Gazali'ye göre, mevcut olandan daha iyi,
daha tam ve daha mükemmel olan imkân dâhilinde değildir. Varlık dünyasında var olandan daha güzel,
daha mükemmel ve tam olan herhangi bir şey yoktur. Eğer olsaydı ve Tanrı bunu
yaratma kudretine sahip olduğu halde yaratmasaydı, bu ilahî cömertliğe uymayan
bir cimrilik ve ilahî adaletle çelişen bir haksızlık olurdu.
Gazali'nin bu düşüncelerine şu şekilde
itiraz edilebilir? Bu dünyanın mümkün dünyaların en iyisi olduğu fikri ilk
etapta Tanrı'nın iradesini sınırlandırdığı izlenimi vermiyor mu? Çünkü insanlar
en azından cennet tasvirlerinin Kur'an'da anlatıldığını biliyorlar.
Zaten kutsal metinler ahiret hayatının
dünya hayatından daha sıkıntısız olacağını tekrar tekrar vurgulamaktadır. Cenneti yaratan Tanrı niçin bu dünyayı daha
mükemmel yaratmasın?
Bu itirazların ilk bakışta yerinde
eleştireler olduğu kabul edilebilir. Çünkü tecrübe yoluyla bilinmektedir ki,
eğer insanlar iyi eğitim alırlarsa, daha iyi bilinçlenirlerse, bu dünyadaki
sıkıntılar azalabiliyor. Depremler daha az tahribat yapabiliyor. Demek ki
varolandan daha iyisi mümkün olabiliyor. Metin Özdemir, Gazali'nin kötülüğün
ontolojik varlığını inkâr
ederek çıkmaza girdiğini vurgulamaktadır.
Ancak kanaatimizce Gazali burada biraz sonra Swinburne'de de göreceğimiz farklı
bir noktaya işaret etmek istiyor. Eğer insanlar özgür irade sahibi, bu dünya
da bir sınanma yeri olacaksa, ister istemez bazı olumsuzluklar kaçınılmaz
olacaktır. Cennet örneğini ileri sürenler bu noktayı gözden
kaçırmaktadırlar. Oysa dini metinlerin ifade ettiği gibi cennet bir sınanma
yeri değil, aksine insanların yaptıklarına karşılık bir ödüldür. Orada imtihan
ve özgür iradeye de ihtiyaç yoktur. Gazali'ye göre, asıl cevabı aranılması
gereken soru, Allah'ın dünyayı bu şekilde yaratmasındaki gayesinin ne
olduğudur. Bu gaye, Kur'an'a göre ahlâkî ve dinidir. Allah, "İnsanları ve cinleri kendisine
kulluk etmek için yaratmıştır."
İşte bu noktada, Allah'ın bu dünyayı insanlara ve cinlere emrettiği
kulluk esprisine mümkün olan en uygun surette yaratmış olduğu söylenebilir.

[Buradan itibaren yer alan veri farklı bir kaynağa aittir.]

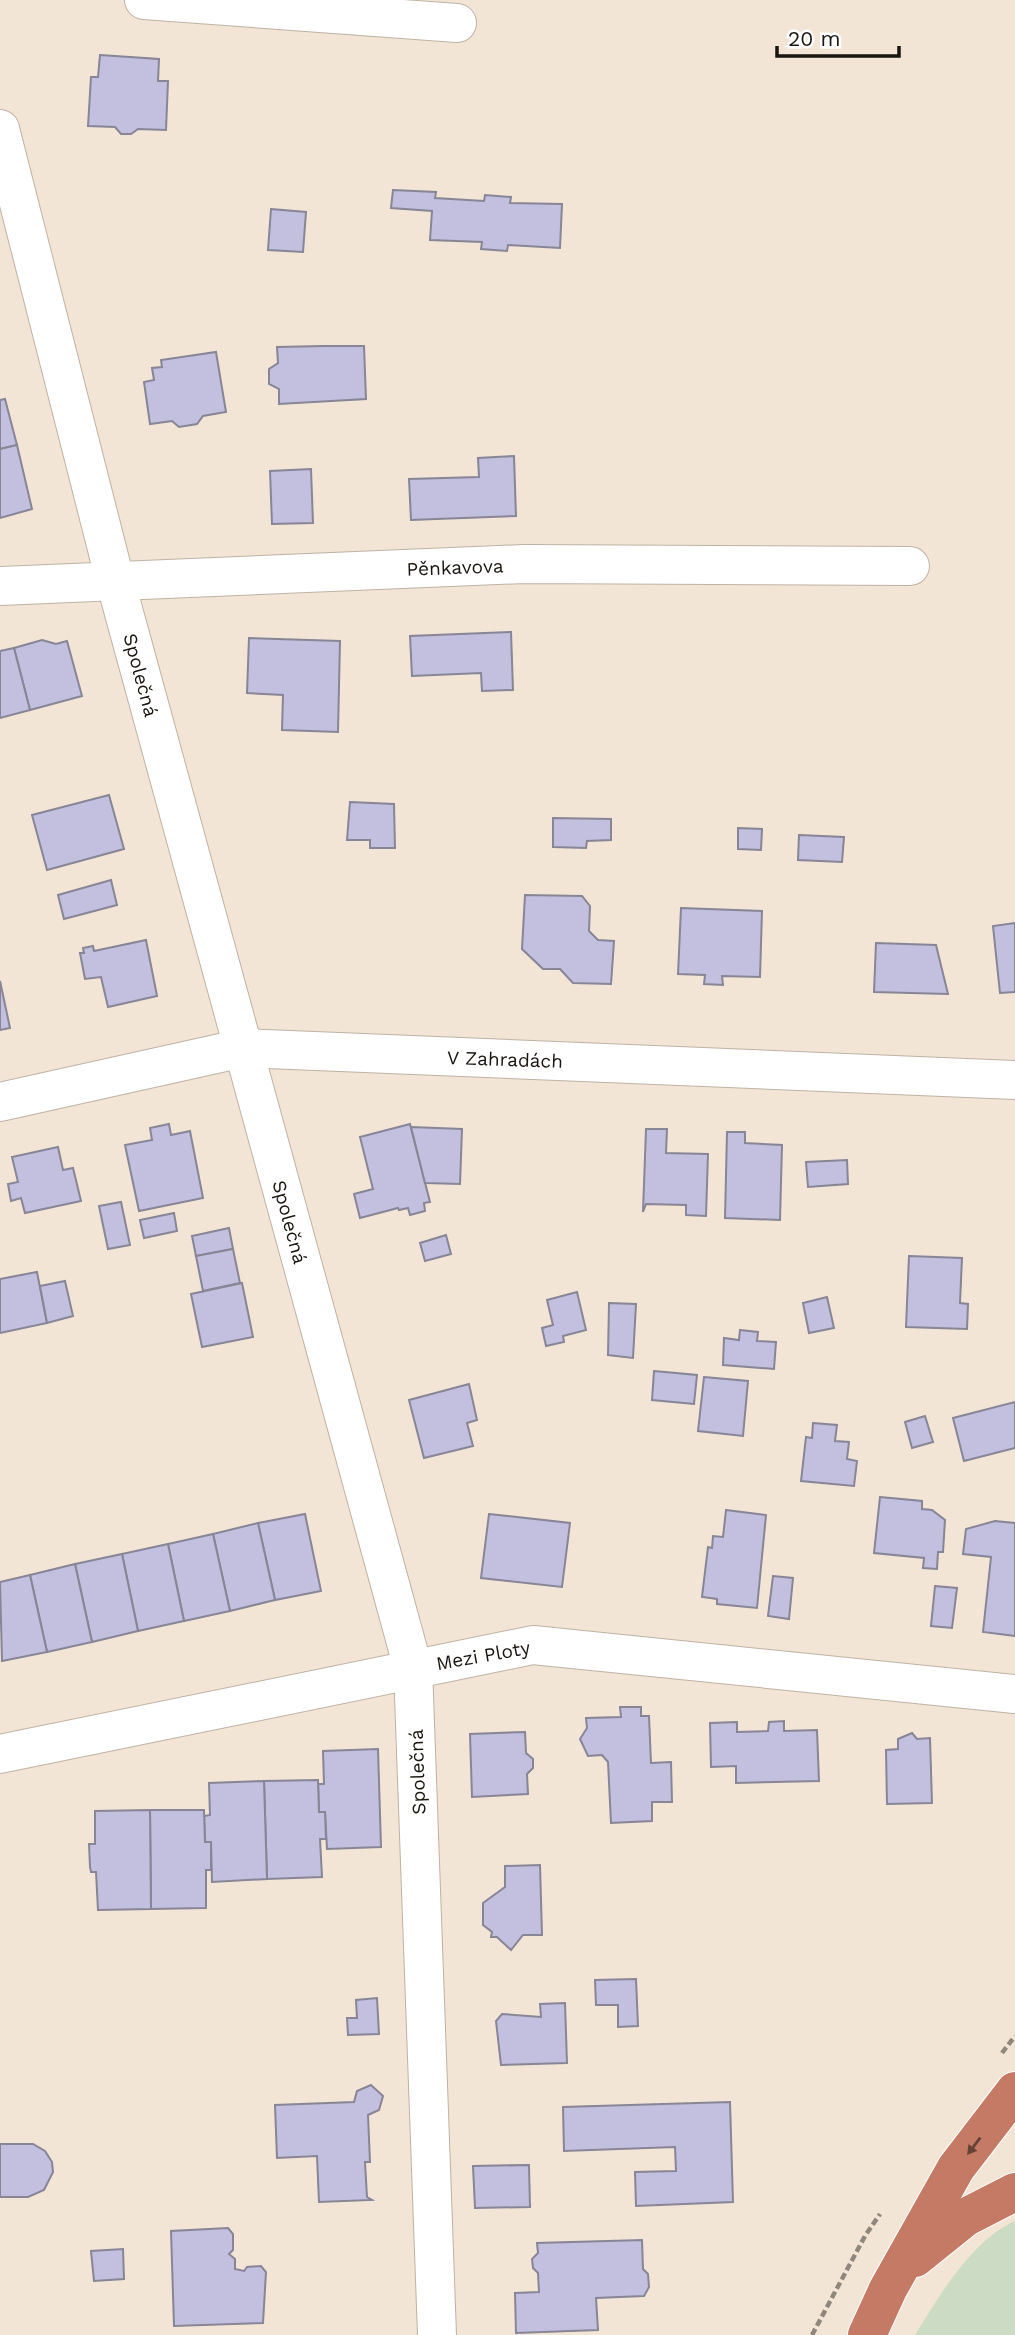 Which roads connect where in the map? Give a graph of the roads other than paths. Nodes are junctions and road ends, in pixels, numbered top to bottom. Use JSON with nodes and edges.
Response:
{"nodes":[{"id":1,"x":144,"y":0,"type":"edge"},
{"id":2,"x":457,"y":23,"type":"dead end"},
{"id":3,"x":0,"y":129,"type":"edge"},
{"id":4,"x":911,"y":566,"type":"dead end"},
{"id":5,"x":115,"y":580,"type":"junction"},
{"id":6,"x":0,"y":586,"type":"edge"},
{"id":7,"x":243,"y":1048,"type":"junction"},
{"id":8,"x":1015,"y":1080,"type":"edge"},
{"id":9,"x":0,"y":1102,"type":"edge"},
{"id":10,"x":413,"y":1668,"type":"junction"},
{"id":11,"x":1015,"y":1694,"type":"edge"},
{"id":12,"x":0,"y":1754,"type":"edge"},
{"id":13,"x":1015,"y":2091,"type":"edge"},
{"id":14,"x":1015,"y":2192,"type":"edge"},
{"id":15,"x":888,"y":2289,"type":"junction"},
{"id":16,"x":437,"y":2335,"type":"edge"},
{"id":17,"x":867,"y":2335,"type":"edge"}],
"edges":[{"from":1,"to":2,"type":"street"},
{"from":3,"to":5,"type":"street","name":"Společná"},
{"from":4,"to":5,"type":"street","name":"Pěnkavova"},
{"from":5,"to":6,"type":"street","name":"Pěnkavova"},
{"from":5,"to":7,"type":"street","name":"Společná"},
{"from":7,"to":8,"type":"street","name":"V Zahradách"},
{"from":7,"to":9,"type":"street","name":"V Zahradách"},
{"from":7,"to":10,"type":"street","name":"Společná"},
{"from":10,"to":11,"type":"street","name":"Mezi Ploty"},
{"from":10,"to":12,"type":"street","name":"Mezi Ploty"},
{"from":10,"to":16,"type":"street","name":"Společná"},
{"from":13,"to":15,"type":"highway","one_way":true},
{"from":14,"to":15,"type":"highway"},
{"from":15,"to":17,"type":"highway"}]}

Gazali'ye göre meydana gelen bütün
hadiselerde ilahî hikmet vardır. Bizim kâinatta olan biteni, kısacık ömrümüzde
kavrayabilmemiz mümkün değildir. Bunun anlaşılması insan kudretinin dışındadır.
İnsana düşen olup bitende, başka bir ifade ile vaki olanda hayır vardır,
demektir. İlahi hikmet bizim için bir sır olarak kalacaktır. Buna kader sırrı
da diyebiliriz.
Sonuç olarak şunları söyleyebiliriz. Gazali'ye göre, ortada şer gibi
gözüken her şeyin altında mutlaka bir hayır vardır. Eğer bu şer ortadan
kalkarsa, onun altında gizli olan hayır da kalkar ve sonuçta daha büyük bir şer
meydana gelmiş olur. Görüldüğü gibi Gazali kötü durumların varlığını
kabul etmektedir, onun karşı çıktığı
husus var olan kötülüklerin nihai anlamda da kötü olmalarıdır. Gazali'ye göre
asıl musibet ahirette, ya marifetten veya ebedi olarak Allah'tan uzaklaşmaktır,
küfürdür, isyandır.
Swinburne, kötülük problemi karşısında
geliştirilen bazı geleneksel savunmaları tatmin edici bulmaz. O, mensubu olduğu
gelenekten ayrı olarak, kötülüklerin büyük çoğunluğunun Tanrı'nın insana
verdiği ceza olduğu görüşüne katılmaz. Swinburne'e göre bu teodise, insanların
başına gelen bazı doğal kötülükleri izah etse de, hayvanların, çocukların
çektiği sıkıntıları izah etmede yetersizdir.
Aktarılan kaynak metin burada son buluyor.